━━━━━ Source data ━━━━━

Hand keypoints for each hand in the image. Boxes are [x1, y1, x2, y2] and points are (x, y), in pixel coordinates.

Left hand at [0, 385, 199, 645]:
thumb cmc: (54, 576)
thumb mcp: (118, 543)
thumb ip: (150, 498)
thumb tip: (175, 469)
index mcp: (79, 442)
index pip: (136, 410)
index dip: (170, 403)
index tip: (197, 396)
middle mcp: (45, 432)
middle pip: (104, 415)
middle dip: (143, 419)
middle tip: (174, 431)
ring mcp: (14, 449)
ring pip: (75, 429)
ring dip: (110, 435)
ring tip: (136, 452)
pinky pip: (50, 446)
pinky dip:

━━━━━
━━━━━ Source data ━━━━━

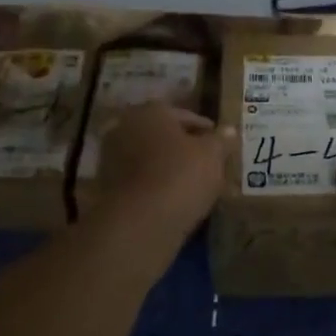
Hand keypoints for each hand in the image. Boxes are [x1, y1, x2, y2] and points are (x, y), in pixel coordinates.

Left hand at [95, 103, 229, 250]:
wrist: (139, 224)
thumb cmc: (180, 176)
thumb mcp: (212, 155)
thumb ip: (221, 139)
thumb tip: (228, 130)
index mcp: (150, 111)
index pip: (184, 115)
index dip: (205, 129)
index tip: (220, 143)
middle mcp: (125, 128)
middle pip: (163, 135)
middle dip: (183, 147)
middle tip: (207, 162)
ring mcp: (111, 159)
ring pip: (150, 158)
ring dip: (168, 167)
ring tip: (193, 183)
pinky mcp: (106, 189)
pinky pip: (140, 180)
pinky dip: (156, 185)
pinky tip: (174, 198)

━━━━━

Directions for this task:
Whenever a line in the material contains the word "pinky", copy that line.

Exercise solution:
pinky pip: (50, 446)
pinky dip:
pinky mcp: (106, 189)
pinky pip: (140, 180)
pinky dip: (156, 185)
pinky tip: (174, 198)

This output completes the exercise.